• **WORK TO BE COMPLETED**:
In the entries, find all lines that hold the word "ring" and copy them.

#### DATASET EXCERPTS

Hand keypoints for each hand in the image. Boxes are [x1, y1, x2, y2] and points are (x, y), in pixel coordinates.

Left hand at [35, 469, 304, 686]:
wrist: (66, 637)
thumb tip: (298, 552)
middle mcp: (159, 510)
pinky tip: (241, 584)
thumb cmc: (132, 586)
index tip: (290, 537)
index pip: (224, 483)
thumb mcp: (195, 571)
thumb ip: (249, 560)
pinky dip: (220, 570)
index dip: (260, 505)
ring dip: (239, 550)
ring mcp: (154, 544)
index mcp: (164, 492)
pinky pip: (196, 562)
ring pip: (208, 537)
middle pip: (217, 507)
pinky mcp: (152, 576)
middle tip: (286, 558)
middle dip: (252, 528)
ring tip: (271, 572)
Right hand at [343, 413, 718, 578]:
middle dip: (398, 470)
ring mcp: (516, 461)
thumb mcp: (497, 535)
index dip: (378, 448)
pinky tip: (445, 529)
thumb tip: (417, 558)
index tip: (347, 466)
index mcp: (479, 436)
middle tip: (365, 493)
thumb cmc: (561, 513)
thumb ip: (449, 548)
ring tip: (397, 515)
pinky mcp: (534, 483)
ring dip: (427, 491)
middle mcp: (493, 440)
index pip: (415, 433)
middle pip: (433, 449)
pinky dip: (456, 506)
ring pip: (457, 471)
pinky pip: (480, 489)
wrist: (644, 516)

########
#### DATASET EXCERPTS

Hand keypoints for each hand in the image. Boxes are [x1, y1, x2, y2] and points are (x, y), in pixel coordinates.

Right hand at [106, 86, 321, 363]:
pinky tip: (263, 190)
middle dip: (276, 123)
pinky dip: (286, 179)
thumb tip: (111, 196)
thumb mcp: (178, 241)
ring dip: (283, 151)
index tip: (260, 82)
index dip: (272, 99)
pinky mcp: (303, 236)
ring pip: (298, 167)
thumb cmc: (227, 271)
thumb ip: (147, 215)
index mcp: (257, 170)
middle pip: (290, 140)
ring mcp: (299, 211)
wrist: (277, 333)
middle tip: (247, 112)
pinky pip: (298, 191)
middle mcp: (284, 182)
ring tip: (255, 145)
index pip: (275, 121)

########

• **SOLUTION TO THE EXERCISE**:
ring dip: (239, 550)
ring mcp: (154, 544)
ring pip: (208, 537)
ring tip: (271, 572)
ring mcp: (516, 461)
ring tip: (397, 515)
ring dip: (427, 491)
ring pip: (457, 471)
ring dip: (283, 151)
ring pip: (298, 167)
ring mcp: (299, 211)
ring tip: (255, 145)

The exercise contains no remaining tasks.